The assessee company is a public sector undertaking under the Ministry of Textiles. It is engaged in the business of export and domestic sales of handicrafts, handlooms, readymade garments, carpets, jewellery etc. The assessee had filed its return of income on 31.10.2002 declaring an income of Rs.63,25,117/-. The assessment was taken for scrutiny by issuing of a notice u/s 143(2) of the Act. The scrutiny assessment was completed vide order dated 28.02.2005 by accepting the returned income as declared by the assessee. Subsequently, a notice u/s 148 of the Act was issued and duly served upon the assessee on 31.03.2009 by recording the following reasons :-

“1. In this case scrutiny assessment was completed on 28th February, 2005 for the assessee year 2002-03 at an income of Rs 63,25,120/-. The assessee was allowed deduction u/s 80HHC amounting to Rs 2,38,91,769/- which includes “Income from other sources” amounting to Rs.1,18,06,275/-. As deduction u/s 80HHC was allowable only against business income, the Act of the assessing officer is not correct.
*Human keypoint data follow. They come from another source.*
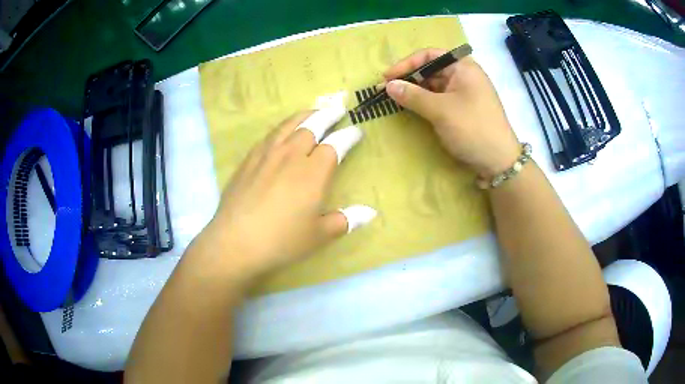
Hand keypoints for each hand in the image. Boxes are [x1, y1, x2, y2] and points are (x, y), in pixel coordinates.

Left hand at [200, 108, 375, 282]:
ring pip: (289, 125)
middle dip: (328, 115)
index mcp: (313, 172)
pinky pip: (269, 135)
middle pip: (312, 126)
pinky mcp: (249, 160)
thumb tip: (371, 212)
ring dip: (305, 115)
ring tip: (313, 111)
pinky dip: (282, 128)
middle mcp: (291, 156)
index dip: (348, 136)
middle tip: (337, 109)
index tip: (356, 130)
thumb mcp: (318, 235)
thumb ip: (346, 220)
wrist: (235, 241)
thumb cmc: (281, 241)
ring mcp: (267, 155)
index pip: (336, 145)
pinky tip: (282, 131)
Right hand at [384, 48, 520, 177]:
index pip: (430, 55)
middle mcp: (464, 76)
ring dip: (415, 91)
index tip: (388, 77)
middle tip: (387, 90)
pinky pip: (440, 99)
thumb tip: (388, 85)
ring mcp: (464, 93)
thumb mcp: (440, 110)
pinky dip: (425, 102)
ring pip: (434, 85)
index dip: (407, 64)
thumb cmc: (472, 128)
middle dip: (409, 78)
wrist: (499, 161)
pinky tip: (412, 108)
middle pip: (431, 69)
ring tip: (395, 100)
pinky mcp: (463, 108)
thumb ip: (412, 96)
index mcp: (463, 67)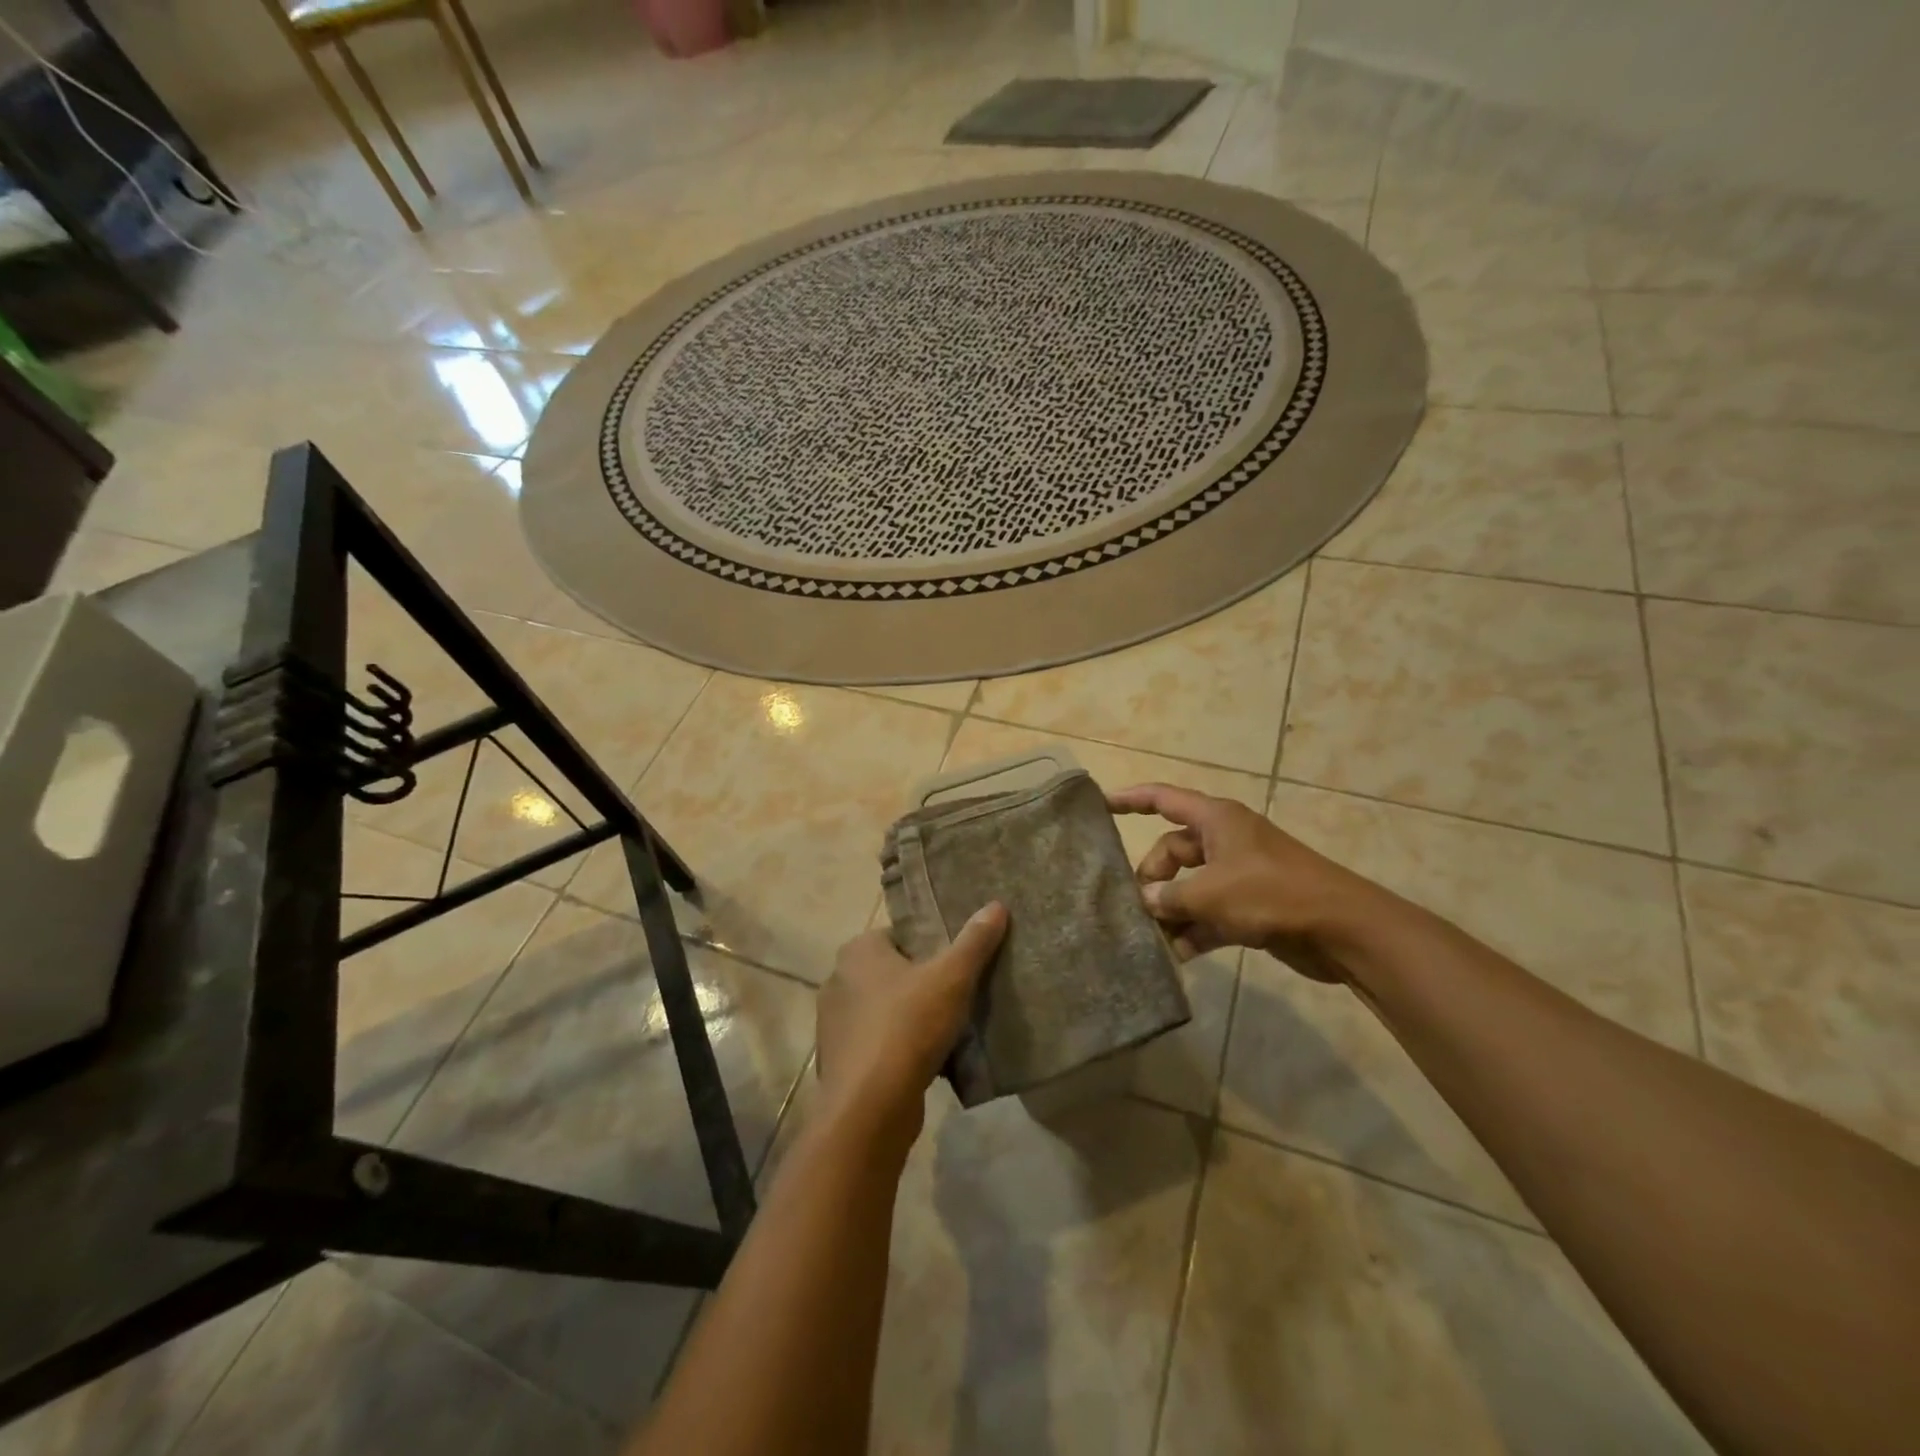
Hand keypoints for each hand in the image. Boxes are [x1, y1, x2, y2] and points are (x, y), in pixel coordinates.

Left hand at [817, 903, 1008, 1155]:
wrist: (870, 1107)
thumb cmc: (908, 1026)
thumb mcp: (951, 978)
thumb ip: (974, 941)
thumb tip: (996, 905)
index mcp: (857, 951)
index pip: (899, 934)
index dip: (930, 944)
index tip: (957, 959)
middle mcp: (838, 980)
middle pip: (892, 972)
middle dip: (922, 981)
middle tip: (960, 991)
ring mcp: (834, 1024)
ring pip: (885, 1010)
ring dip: (911, 1017)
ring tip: (949, 1027)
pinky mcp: (840, 1061)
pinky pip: (878, 1043)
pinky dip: (899, 1048)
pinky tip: (928, 1060)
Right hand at [1109, 783, 1374, 980]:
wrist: (1341, 929)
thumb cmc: (1271, 894)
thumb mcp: (1211, 893)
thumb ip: (1170, 896)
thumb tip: (1145, 900)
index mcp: (1216, 820)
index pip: (1163, 799)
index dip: (1130, 799)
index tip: (1100, 805)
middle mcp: (1225, 841)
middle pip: (1173, 851)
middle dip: (1153, 878)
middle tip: (1137, 908)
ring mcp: (1239, 874)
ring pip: (1190, 886)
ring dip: (1171, 910)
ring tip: (1148, 937)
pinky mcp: (1251, 906)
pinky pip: (1210, 913)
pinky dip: (1194, 930)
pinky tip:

The mistake resulted in under assessment of income by Rs.54,81,158/- (as per annexure enclosed) with the consequent short levy of tax of Rs.19,56,773/-.

2. Section 35DDA of the Income-tax Act, 1961, provides that where an assessee increases any expenditure in any previous year by way of payment of any sum to an employee at the time of his voluntary retirement, one fifth of the amount so paid shall be deducted in computing the profit and gains of the business for that previous year and the balance-shall be deducted in equal installment for each of the four immediately succeeding previous year. The assessment of M/s Handicraft & handloom Exports Corporation for the assessment year 2002-03 was completed after scrutiny in February 2005, determining an income of Rs.63,25,120/-. The assessee had debited to profit and loss account a sum of Rs.71,69,000/- on account of payment under voluntary retirement scheme which was fully allowed by the Assessing Officer whereas as per Income Tax Act, one fifth of the total expenditure of Rs.14,33,800/- was to be allowed as deduction and the remaining four fifth expenditure of Rs 57,35,2001- was to be disallowed. The mistake resulted in under assessment of income by Rs.57,35,2001- with consequent short levy of tax Rs.20,47,466/-.